- **TRY IT**:
Please give back the listing below word for word, without the images.

- **MATERIAL FOR THIS EXERCISE**:
============
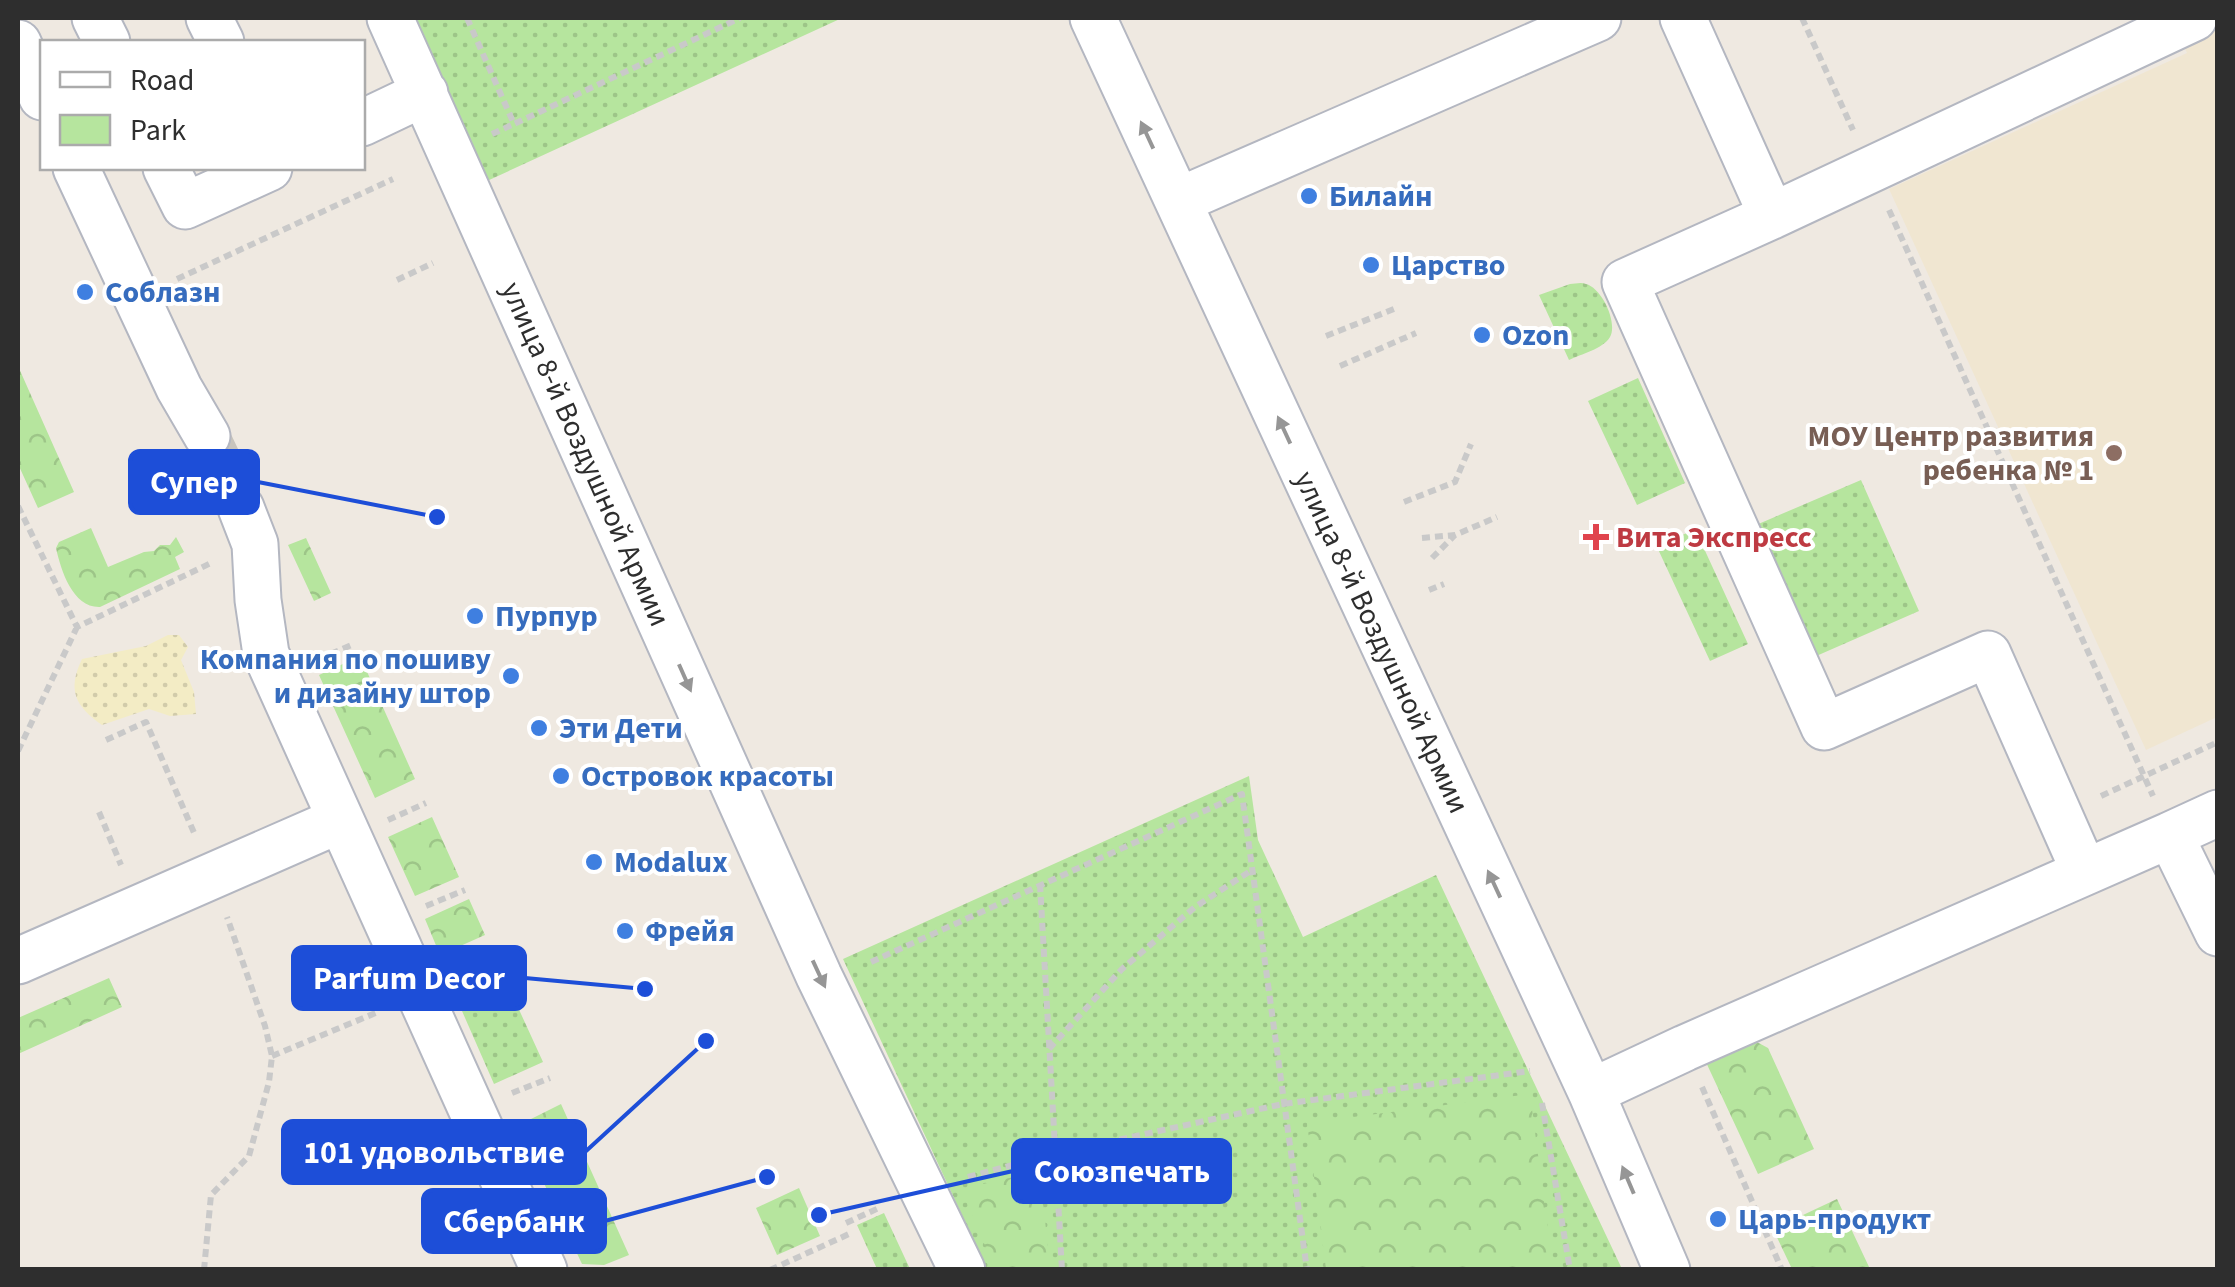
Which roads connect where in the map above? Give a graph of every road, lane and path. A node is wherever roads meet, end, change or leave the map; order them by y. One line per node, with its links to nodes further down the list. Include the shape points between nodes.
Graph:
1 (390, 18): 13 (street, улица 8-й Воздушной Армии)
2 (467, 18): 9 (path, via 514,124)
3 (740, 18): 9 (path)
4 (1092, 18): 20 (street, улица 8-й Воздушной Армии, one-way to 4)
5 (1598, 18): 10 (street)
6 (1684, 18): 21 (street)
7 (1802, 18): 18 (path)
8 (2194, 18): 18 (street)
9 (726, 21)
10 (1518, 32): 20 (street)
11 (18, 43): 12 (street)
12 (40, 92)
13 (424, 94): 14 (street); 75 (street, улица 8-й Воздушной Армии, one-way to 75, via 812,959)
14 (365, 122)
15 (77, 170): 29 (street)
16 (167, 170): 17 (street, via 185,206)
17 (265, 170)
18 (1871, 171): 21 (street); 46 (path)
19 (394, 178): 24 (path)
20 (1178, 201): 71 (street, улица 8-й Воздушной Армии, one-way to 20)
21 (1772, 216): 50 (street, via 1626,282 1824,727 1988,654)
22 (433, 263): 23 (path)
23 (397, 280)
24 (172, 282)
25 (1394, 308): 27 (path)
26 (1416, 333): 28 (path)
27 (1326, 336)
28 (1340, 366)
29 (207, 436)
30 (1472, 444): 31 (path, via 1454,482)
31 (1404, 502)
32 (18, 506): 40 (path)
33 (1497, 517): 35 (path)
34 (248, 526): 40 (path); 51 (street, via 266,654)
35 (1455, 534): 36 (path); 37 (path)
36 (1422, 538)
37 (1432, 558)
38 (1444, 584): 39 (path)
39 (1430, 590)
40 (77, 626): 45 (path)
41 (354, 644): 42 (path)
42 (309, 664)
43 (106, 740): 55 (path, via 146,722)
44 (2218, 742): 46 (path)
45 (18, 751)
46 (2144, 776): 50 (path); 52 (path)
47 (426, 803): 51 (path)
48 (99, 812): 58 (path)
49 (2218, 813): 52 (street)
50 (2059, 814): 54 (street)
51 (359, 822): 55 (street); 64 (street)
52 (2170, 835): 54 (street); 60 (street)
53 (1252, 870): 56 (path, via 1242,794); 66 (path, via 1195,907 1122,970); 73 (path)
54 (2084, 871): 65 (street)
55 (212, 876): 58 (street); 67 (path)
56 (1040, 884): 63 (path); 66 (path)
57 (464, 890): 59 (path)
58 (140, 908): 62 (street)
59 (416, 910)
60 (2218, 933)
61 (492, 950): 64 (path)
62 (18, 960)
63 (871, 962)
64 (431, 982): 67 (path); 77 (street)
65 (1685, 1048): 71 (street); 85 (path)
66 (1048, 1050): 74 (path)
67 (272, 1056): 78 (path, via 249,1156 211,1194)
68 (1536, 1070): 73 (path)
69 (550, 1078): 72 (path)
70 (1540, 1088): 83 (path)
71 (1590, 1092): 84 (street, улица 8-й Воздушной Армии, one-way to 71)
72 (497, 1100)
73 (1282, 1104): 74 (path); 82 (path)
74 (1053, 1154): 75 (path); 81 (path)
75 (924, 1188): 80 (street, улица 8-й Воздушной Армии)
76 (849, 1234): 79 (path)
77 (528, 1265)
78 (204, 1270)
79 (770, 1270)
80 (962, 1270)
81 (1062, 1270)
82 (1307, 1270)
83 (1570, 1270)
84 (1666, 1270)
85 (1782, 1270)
============
- **SOLUTION FOR THIS EXERCISE**:
Which roads connect where in the map above? Give a graph of every road, lane and path. A node is wherever roads meet, end, change or leave the map; order them by y. One line per node, with its links to nodes further down the list. Include the shape points between nodes.
Graph:
1 (390, 18): 13 (street, улица 8-й Воздушной Армии)
2 (467, 18): 9 (path, via 514,124)
3 (740, 18): 9 (path)
4 (1092, 18): 20 (street, улица 8-й Воздушной Армии, one-way to 4)
5 (1598, 18): 10 (street)
6 (1684, 18): 21 (street)
7 (1802, 18): 18 (path)
8 (2194, 18): 18 (street)
9 (726, 21)
10 (1518, 32): 20 (street)
11 (18, 43): 12 (street)
12 (40, 92)
13 (424, 94): 14 (street); 75 (street, улица 8-й Воздушной Армии, one-way to 75, via 812,959)
14 (365, 122)
15 (77, 170): 29 (street)
16 (167, 170): 17 (street, via 185,206)
17 (265, 170)
18 (1871, 171): 21 (street); 46 (path)
19 (394, 178): 24 (path)
20 (1178, 201): 71 (street, улица 8-й Воздушной Армии, one-way to 20)
21 (1772, 216): 50 (street, via 1626,282 1824,727 1988,654)
22 (433, 263): 23 (path)
23 (397, 280)
24 (172, 282)
25 (1394, 308): 27 (path)
26 (1416, 333): 28 (path)
27 (1326, 336)
28 (1340, 366)
29 (207, 436)
30 (1472, 444): 31 (path, via 1454,482)
31 (1404, 502)
32 (18, 506): 40 (path)
33 (1497, 517): 35 (path)
34 (248, 526): 40 (path); 51 (street, via 266,654)
35 (1455, 534): 36 (path); 37 (path)
36 (1422, 538)
37 (1432, 558)
38 (1444, 584): 39 (path)
39 (1430, 590)
40 (77, 626): 45 (path)
41 (354, 644): 42 (path)
42 (309, 664)
43 (106, 740): 55 (path, via 146,722)
44 (2218, 742): 46 (path)
45 (18, 751)
46 (2144, 776): 50 (path); 52 (path)
47 (426, 803): 51 (path)
48 (99, 812): 58 (path)
49 (2218, 813): 52 (street)
50 (2059, 814): 54 (street)
51 (359, 822): 55 (street); 64 (street)
52 (2170, 835): 54 (street); 60 (street)
53 (1252, 870): 56 (path, via 1242,794); 66 (path, via 1195,907 1122,970); 73 (path)
54 (2084, 871): 65 (street)
55 (212, 876): 58 (street); 67 (path)
56 (1040, 884): 63 (path); 66 (path)
57 (464, 890): 59 (path)
58 (140, 908): 62 (street)
59 (416, 910)
60 (2218, 933)
61 (492, 950): 64 (path)
62 (18, 960)
63 (871, 962)
64 (431, 982): 67 (path); 77 (street)
65 (1685, 1048): 71 (street); 85 (path)
66 (1048, 1050): 74 (path)
67 (272, 1056): 78 (path, via 249,1156 211,1194)
68 (1536, 1070): 73 (path)
69 (550, 1078): 72 (path)
70 (1540, 1088): 83 (path)
71 (1590, 1092): 84 (street, улица 8-й Воздушной Армии, one-way to 71)
72 (497, 1100)
73 (1282, 1104): 74 (path); 82 (path)
74 (1053, 1154): 75 (path); 81 (path)
75 (924, 1188): 80 (street, улица 8-й Воздушной Армии)
76 (849, 1234): 79 (path)
77 (528, 1265)
78 (204, 1270)
79 (770, 1270)
80 (962, 1270)
81 (1062, 1270)
82 (1307, 1270)
83 (1570, 1270)
84 (1666, 1270)
85 (1782, 1270)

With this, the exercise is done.